ISSN: 2155-9899
Hongwei Li
Scientific Tracks Abstracts: J Clin Cell Immunol
Dengue hemorrhagic fever and dengue shock syndrome, the life-threatening forms of severe dengue virus (DENV) infection, are characterized by increased vascular permeability and plasma leakage. Human monocytes/macrophages are the primary target cells of DENV, also considered as the major sources of inflammatory cytokines that are associated with endothelial dysfunction during DENV infection. Recently miRNAs have been shown to play a regulatory role in cytokine production and inflammatory response. In this study, we analyzed expression of microRNA (miRNA) in DENV-infected monocytic cells by miRNA PCR array, and demonstrated that miRNAs that potentially target inflammation-associated genes are universally down-regulated.
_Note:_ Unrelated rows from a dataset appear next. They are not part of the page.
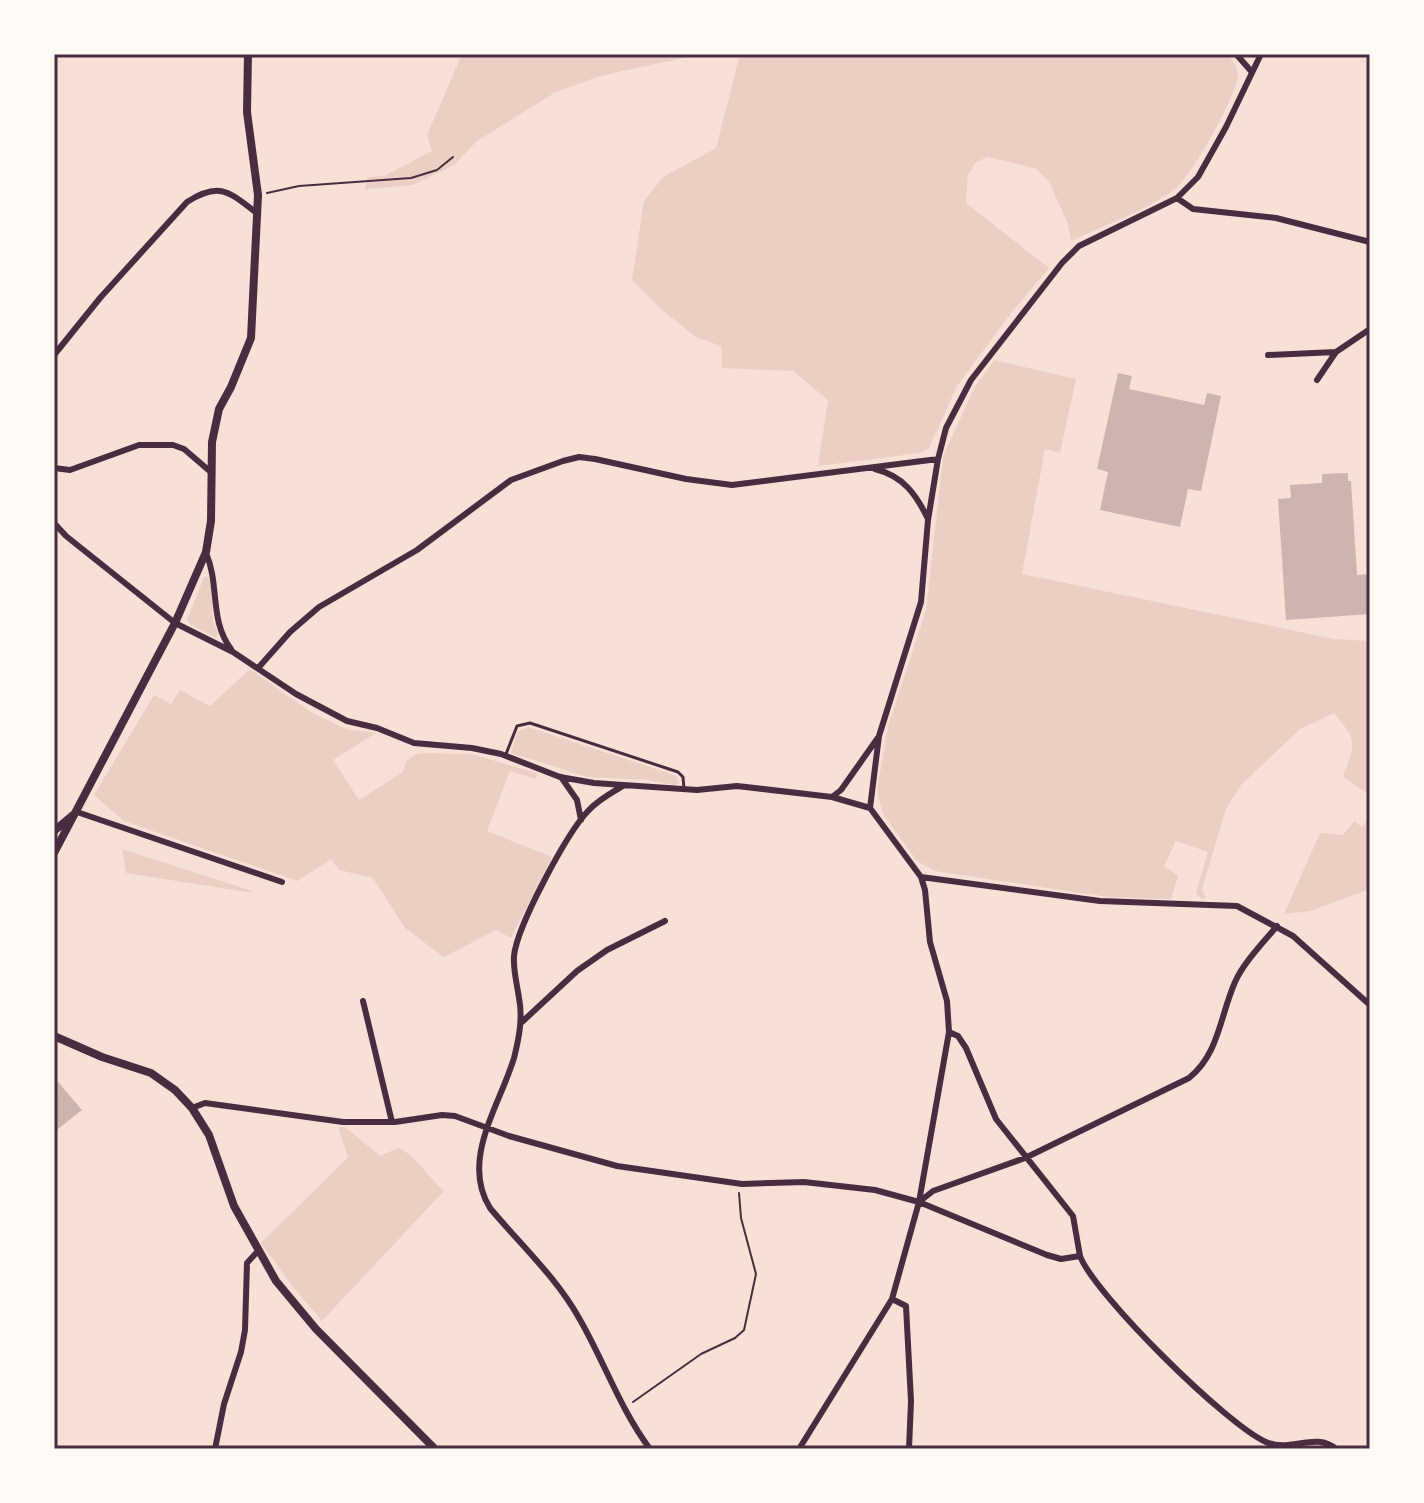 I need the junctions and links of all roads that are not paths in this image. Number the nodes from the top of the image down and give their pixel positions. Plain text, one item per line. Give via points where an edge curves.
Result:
1 (248, 54) edge
2 (1261, 54) edge
3 (1237, 55) edge
4 (1251, 71) junction
5 (1177, 198) junction
6 (258, 214) junction
7 (1370, 242) edge
8 (1370, 329) edge
9 (1336, 352) junction
10 (54, 355) edge
11 (1268, 355) dead end
12 (1317, 380) dead end
13 (938, 459) junction
14 (867, 467) junction
15 (54, 468) edge
16 (212, 473) junction
17 (928, 520) junction
18 (54, 523) edge
19 (206, 552) junction
20 (175, 623) junction
21 (233, 652) junction
22 (259, 667) junction
23 (879, 736) junction
24 (505, 756) junction
25 (560, 777) junction
26 (625, 785) junction
27 (684, 789) junction
28 (832, 797) junction
29 (870, 808) junction
30 (77, 812) junction
31 (581, 820) junction
32 (54, 831) edge
33 (54, 853) edge
34 (921, 877) junction
35 (282, 882) dead end
36 (665, 921) dead end
37 (1277, 926) junction
38 (363, 1001) dead end
39 (1370, 1005) edge
40 (521, 1023) junction
41 (949, 1032) junction
42 (54, 1036) edge
43 (192, 1108) junction
44 (392, 1122) junction
45 (488, 1128) junction
46 (1025, 1158) junction
47 (919, 1202) junction
48 (258, 1251) junction
49 (1080, 1256) junction
50 (892, 1299) junction
51 (215, 1449) edge
52 (435, 1449) edge
53 (650, 1449) edge
54 (799, 1449) edge
55 (909, 1449) edge
56 (1336, 1449) edge

1 - 6 street via 247,112
2 - 4 street
3 - 4 street
4 - 5 street via 1198,177
5 - 7 street via 1193,209 1276,218
5 - 13 street via 1079,246 1062,263 971,380 946,428
6 - 10 street via 223,190 203,192 187,202
6 - 16 street via 251,338 219,409
8 - 9 street
9 - 11 street
9 - 12 street
13 - 14 street
13 - 17 street
14 - 17 street via 906,484
14 - 22 street via 732,485 595,459 563,461 511,480 417,550 319,607
15 - 16 street via 70,470 139,445 173,445
16 - 19 street
17 - 23 street via 921,602
18 - 20 street
19 - 20 street
19 - 21 street via 213,569 218,627
20 - 21 street
20 - 30 street
21 - 22 street
22 - 24 street via 347,721 414,743
23 - 28 street
23 - 29 street
24 - 25 street
24 - 27 lane via 517,726 530,723 678,772
25 - 26 street
25 - 31 street via 577,800
26 - 27 street
26 - 31 street
27 - 28 street via 737,786
28 - 29 street
29 - 34 street
30 - 32 street
30 - 33 street
30 - 35 street
31 - 40 street via 520,928 514,969
34 - 37 street via 1100,901 1237,906
34 - 41 street
36 - 40 street via 577,971
37 - 39 street
37 - 46 street via 1236,981 1212,1051 1198,1071
38 - 44 street
40 - 45 street
41 - 46 street via 966,1048 996,1119
41 - 47 street
42 - 43 street via 151,1073
43 - 44 street via 205,1103 321,1121
43 - 48 street via 209,1135 234,1206
44 - 45 street via 442,1115
45 - 47 street via 617,1166 742,1184 849,1186
45 - 53 street via 479,1161 482,1195 567,1298
46 - 47 street via 933,1191
46 - 49 street via 1073,1216
47 - 49 street via 1047,1255
47 - 50 street
48 - 51 street via 247,1263 245,1330
48 - 52 street via 316,1329
49 - 56 street via 1121,1311 1249,1432 1272,1444 1320,1440
50 - 54 street
50 - 55 street via 906,1306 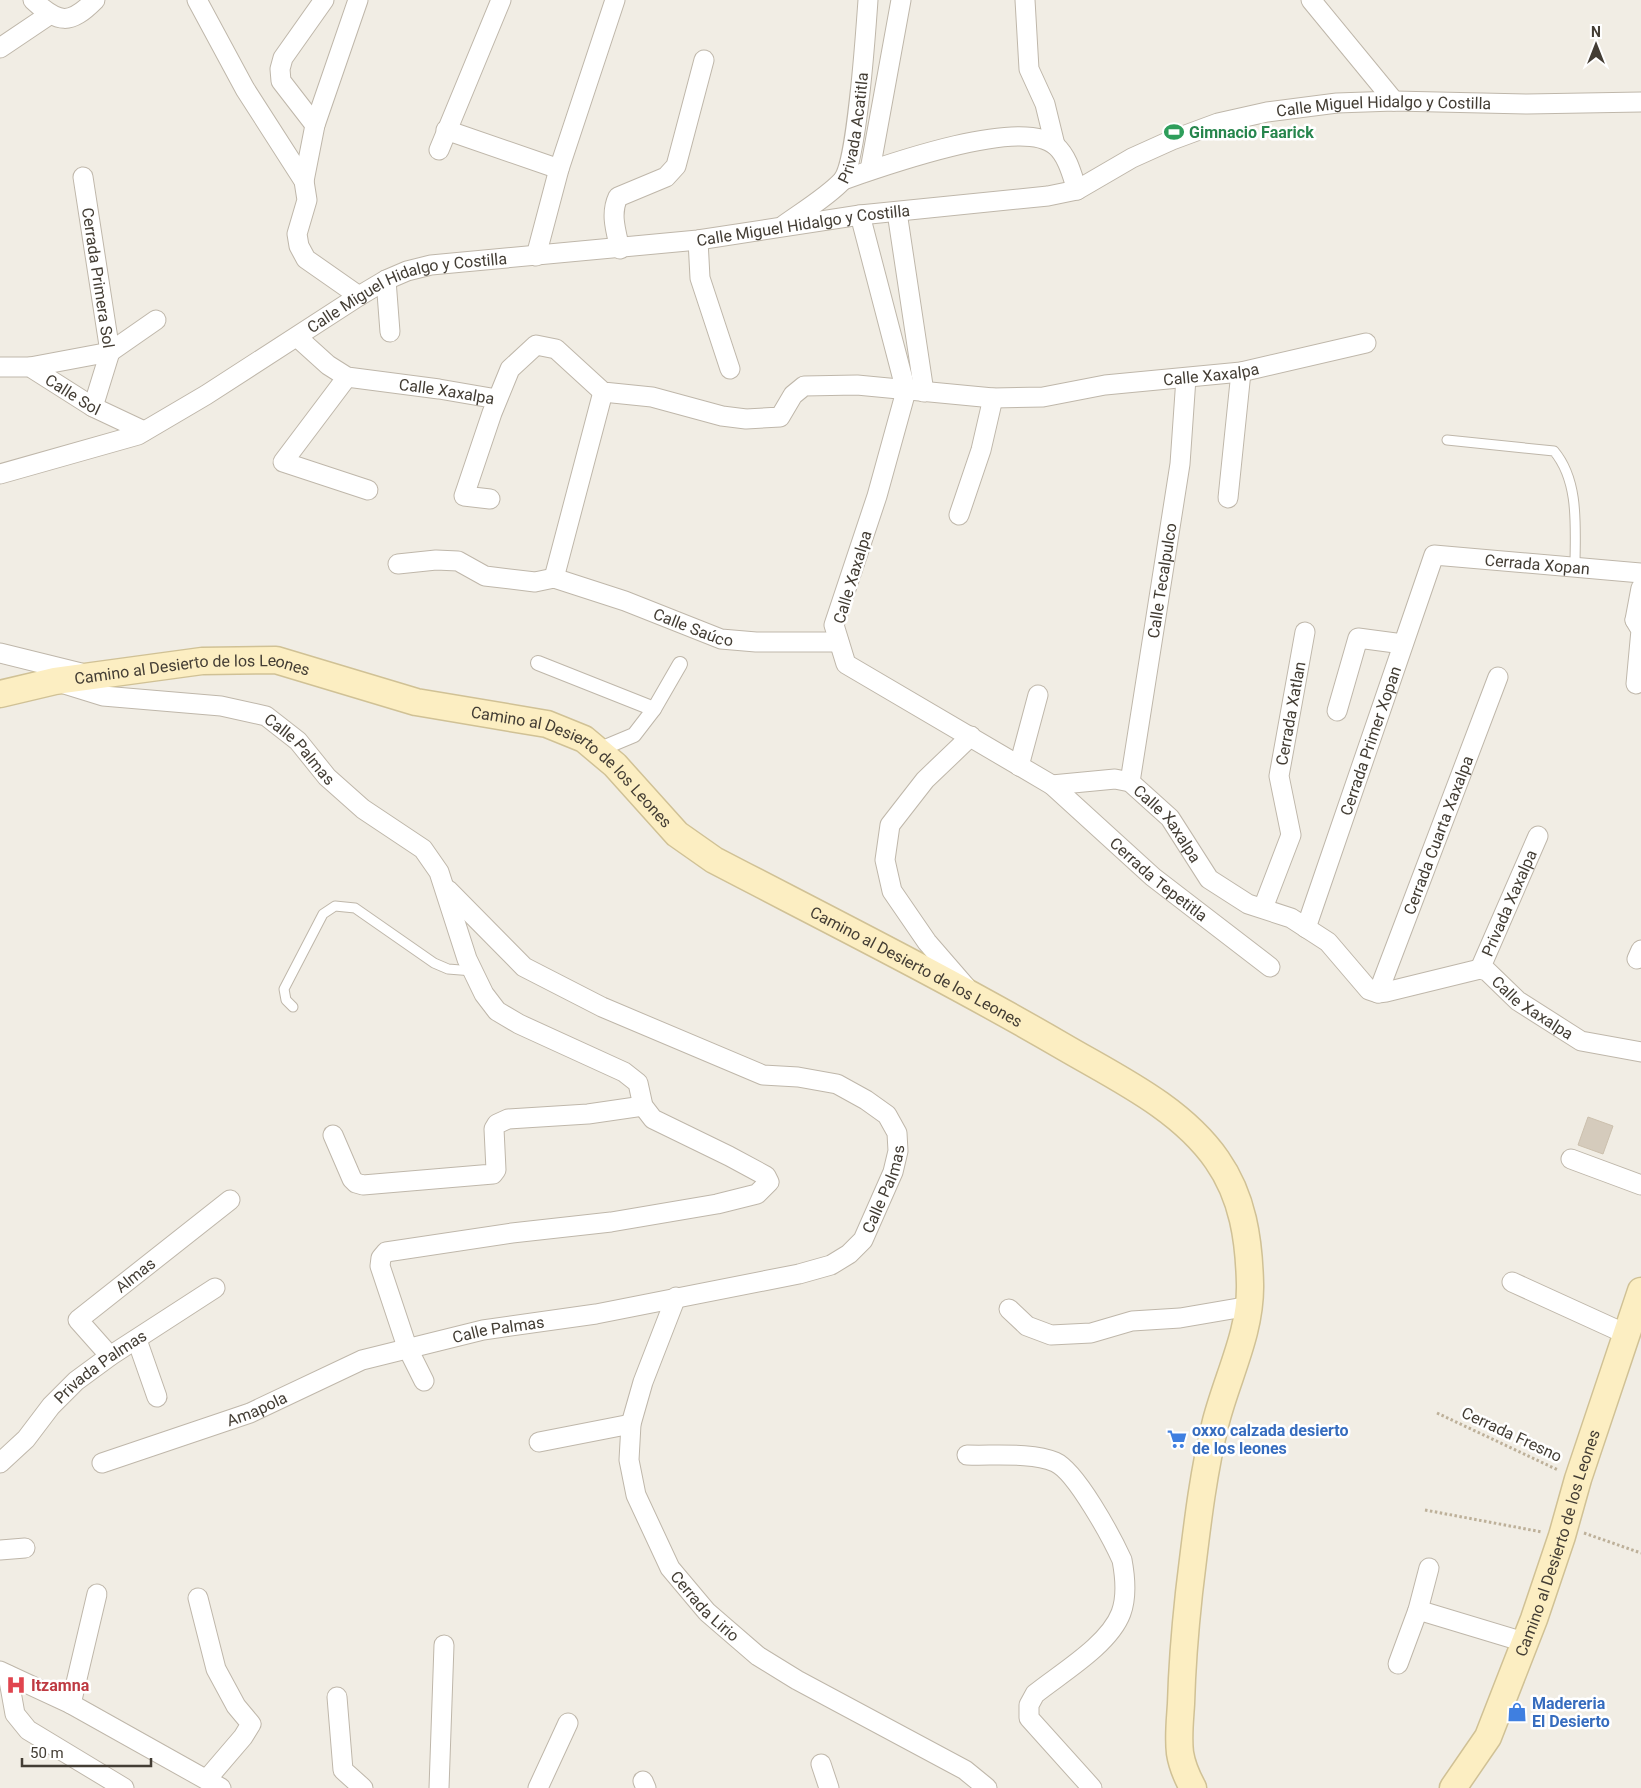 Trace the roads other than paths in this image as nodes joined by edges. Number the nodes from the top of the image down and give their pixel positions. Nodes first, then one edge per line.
1 (33, 0) edge
2 (95, 0) edge
3 (197, 0) edge
4 (324, 0) edge
5 (358, 0) edge
6 (501, 0) edge
7 (615, 0) edge
8 (868, 0) edge
9 (901, 0) edge
10 (1025, 0) edge
11 (1311, 0) edge
12 (57, 17) junction
13 (0, 48) edge
14 (704, 60) dead end
15 (1394, 101) junction
16 (1641, 102) edge
17 (315, 125) junction
18 (446, 130) junction
19 (1055, 145) junction
20 (439, 150) dead end
21 (559, 169) junction
22 (870, 170) junction
23 (83, 177) dead end
24 (843, 180) junction
25 (304, 181) junction
26 (1076, 190) junction
27 (898, 212) junction
28 (860, 215) junction
29 (782, 227) junction
30 (698, 240) junction
31 (620, 249) junction
32 (536, 256) junction
33 (386, 280) junction
34 (359, 296) junction
35 (156, 320) dead end
36 (390, 332) dead end
37 (297, 337) junction
38 (1366, 343) dead end
39 (110, 352) junction
40 (0, 366) edge
41 (30, 367) junction
42 (730, 369) dead end
43 (1241, 372) junction
44 (347, 377) junction
45 (1186, 378) junction
46 (915, 391) junction
47 (603, 392) junction
48 (993, 398) junction
49 (497, 399) junction
50 (93, 407) junction
51 (144, 431) junction
52 (1447, 440) dead end
53 (0, 474) edge
54 (368, 490) dead end
55 (1228, 498) dead end
56 (490, 499) dead end
57 (959, 515) dead end
58 (1434, 555) joint
59 (398, 564) dead end
60 (1575, 567) junction
61 (1641, 573) edge
62 (554, 578) junction
63 (1641, 588) edge
64 (1638, 620) edge
65 (1305, 632) dead end
66 (840, 642) junction
67 (1403, 644) junction
68 (0, 653) edge
69 (538, 663) dead end
70 (680, 664) dead end
71 (94, 676) junction
72 (1498, 677) dead end
73 (55, 681) junction
74 (1636, 684) dead end
75 (0, 694) edge
76 (1038, 695) dead end
77 (654, 709) junction
78 (1337, 711) dead end
79 (971, 736) junction
80 (598, 750) junction
81 (1019, 766) junction
82 (1130, 782) junction
83 (1052, 785) junction
84 (1538, 836) dead end
85 (444, 887) junction
86 (1263, 908) junction
87 (1306, 928) junction
88 (1270, 967) dead end
89 (1480, 970) junction
90 (473, 971) junction
91 (971, 993) junction
92 (1378, 993) junction
93 (293, 1007) dead end
94 (1641, 1052) edge
95 (643, 1106) junction
96 (333, 1135) dead end
97 (1571, 1159) dead end
98 (1641, 1185) edge
99 (230, 1200) dead end
100 (1512, 1282) dead end
101 (215, 1288) dead end
102 (1641, 1290) edge
103 (676, 1297) junction
104 (1250, 1306) junction
105 (1009, 1309) dead end
106 (1626, 1334) junction
107 (137, 1340) junction
108 (408, 1347) junction
109 (110, 1356) junction
110 (424, 1381) dead end
111 (157, 1397) dead end
112 (632, 1424) junction
113 (539, 1442) dead end
114 (967, 1454) dead end
115 (0, 1463) edge
116 (102, 1463) dead end
117 (25, 1548) dead end
118 (0, 1550) edge
119 (1430, 1568) dead end
120 (97, 1594) dead end
121 (198, 1598) dead end
122 (1418, 1610) junction
123 (1524, 1642) junction
124 (444, 1645) dead end
125 (1398, 1664) dead end
126 (4, 1673) edge
127 (337, 1696) dead end
128 (71, 1704) junction
129 (568, 1723) dead end
130 (821, 1764) dead end
131 (214, 1784) edge
132 (124, 1788) edge
133 (363, 1788) edge
134 (439, 1788) edge
135 (538, 1788) edge
136 (829, 1788) edge
137 (988, 1788) edge
138 (1092, 1788) edge
139 (1193, 1788) edge
140 (1453, 1788) edge

1 - 12 street
2 - 12 street
3 - 25 street
4 - 17 street
5 - 17 street
6 - 18 street
7 - 21 street
8 - 24 street, Privada Acatitla
9 - 22 street
10 - 19 street
11 - 15 street
12 - 13 street
14 - 31 street
15 - 16 street, Calle Miguel Hidalgo y Costilla
15 - 26 street, Calle Miguel Hidalgo y Costilla
17 - 25 street
18 - 20 street
18 - 21 street
19 - 22 street
19 - 26 street
21 - 32 street
22 - 24 street
23 - 39 street, Cerrada Primera Sol
24 - 29 street, Privada Acatitla
25 - 34 street
26 - 27 street, Calle Miguel Hidalgo y Costilla
27 - 28 street, Calle Miguel Hidalgo y Costilla
27 - 46 street
28 - 29 street, Calle Miguel Hidalgo y Costilla
28 - 46 street
29 - 30 street, Calle Miguel Hidalgo y Costilla
30 - 31 street, Calle Miguel Hidalgo y Costilla
30 - 42 street
31 - 32 street, Calle Miguel Hidalgo y Costilla
32 - 33 street, Calle Miguel Hidalgo y Costilla
33 - 34 street, Calle Miguel Hidalgo y Costilla
33 - 36 street
34 - 37 street, Calle Miguel Hidalgo y Costilla
35 - 39 street
37 - 44 street, Calle Xaxalpa
37 - 51 street, Calle Miguel Hidalgo y Costilla
38 - 43 street, Calle Xaxalpa
39 - 41 street
39 - 50 street, Cerrada Primera Sol
40 - 41 street, Calle Sol
41 - 50 street, Calle Sol
43 - 45 street, Calle Xaxalpa
43 - 55 street
44 - 49 street, Calle Xaxalpa
44 - 54 street
45 - 48 street, Calle Xaxalpa
45 - 82 street, Calle Tecalpulco
46 - 47 street, Calle Xaxalpa
46 - 48 street, Calle Xaxalpa
46 - 66 street, Calle Xaxalpa
47 - 49 street, Calle Xaxalpa
47 - 62 street
48 - 57 street
49 - 56 street
50 - 51 street, Calle Sol
51 - 53 street, Calle Miguel Hidalgo y Costilla
52 - 60 lane
58 - 60 street, Cerrada Xopan
58 - 67 street, Cerrada Primer Xopan
59 - 62 street
60 - 61 street, Cerrada Xopan
62 - 66 street, Calle Saúco
63 - 64 street
64 - 74 street
65 - 86 street, Cerrada Xatlan
66 - 79 street, Calle Xaxalpa
67 - 78 street
67 - 87 street, Cerrada Primer Xopan
68 - 71 street
69 - 77 street
70 - 77 street
71 - 73 main road, Camino al Desierto de los Leones
71 - 80 main road, Camino al Desierto de los Leones
72 - 92 street, Cerrada Cuarta Xaxalpa
73 - 75 main road, Camino al Desierto de los Leones
73 - 85 street, Calle Palmas
76 - 81 street
77 - 80 street
79 - 81 street, Calle Xaxalpa
79 - 91 street
80 - 91 main road, Camino al Desierto de los Leones
81 - 83 street, Calle Xaxalpa
82 - 83 street, Calle Xaxalpa
82 - 86 street, Calle Xaxalpa
83 - 88 street, Cerrada Tepetitla
84 - 89 street, Privada Xaxalpa
85 - 90 street, Calle Palmas
85 - 103 street, Calle Palmas
86 - 87 street, Calle Xaxalpa
87 - 92 street, Calle Xaxalpa
89 - 92 street, Calle Xaxalpa
89 - 94 street, Calle Xaxalpa
90 - 93 lane
90 - 95 street, Calle Palmas
91 - 104 main road, Camino al Desierto de los Leones
95 - 96 street
95 - 108 street
97 - 98 street
99 - 109 street, Almas
100 - 106 street
101 - 107 street, Privada Palmas
102 - 106 main road, Camino al Desierto de los Leones
103 - 108 street, Calle Palmas
103 - 112 street, Cerrada Lirio
104 - 105 street
104 - 139 main road, Camino al Desierto de los Leones
106 - 123 main road, Camino al Desierto de los Leones
107 - 109 street, Privada Palmas
107 - 111 street
108 - 110 street
108 - 116 street, Amapola
109 - 115 street, Privada Palmas
112 - 113 street
112 - 137 street, Cerrada Lirio
114 - 138 street
117 - 118 street
119 - 122 street
120 - 128 street
121 - 131 street
122 - 123 street
122 - 125 street
123 - 140 main road, Camino al Desierto de los Leones
124 - 134 street
126 - 128 street
126 - 132 street
127 - 133 street
128 - 131 street
129 - 135 street
130 - 136 street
Using miRNA 3? UTR luciferase reporters and miRNA mimics, we have identified and validated miRNAs/gene targets that are important in dengue disease development, including miR-23b, miR-19a/b, miR-320 and miR-592 targeting TNF-alpha, miR- 19a/b targeting IL-8, miR-23b and miR-374b targeting MCP-1. Our result suggests that miRNAs function as essential modulators of inflammatory cytokine production during DENV infection and this study provides further understanding of the mechanism of dengue immunopathogenesis.
Hongwei Li received his Ph.D at National University of Singapore and completed his postdoctoral training at University of California at Riverside. His primary research interest is molecular virus-host interactions and currently focuses on the biological roles of RNAi in dengue virus-infected cells.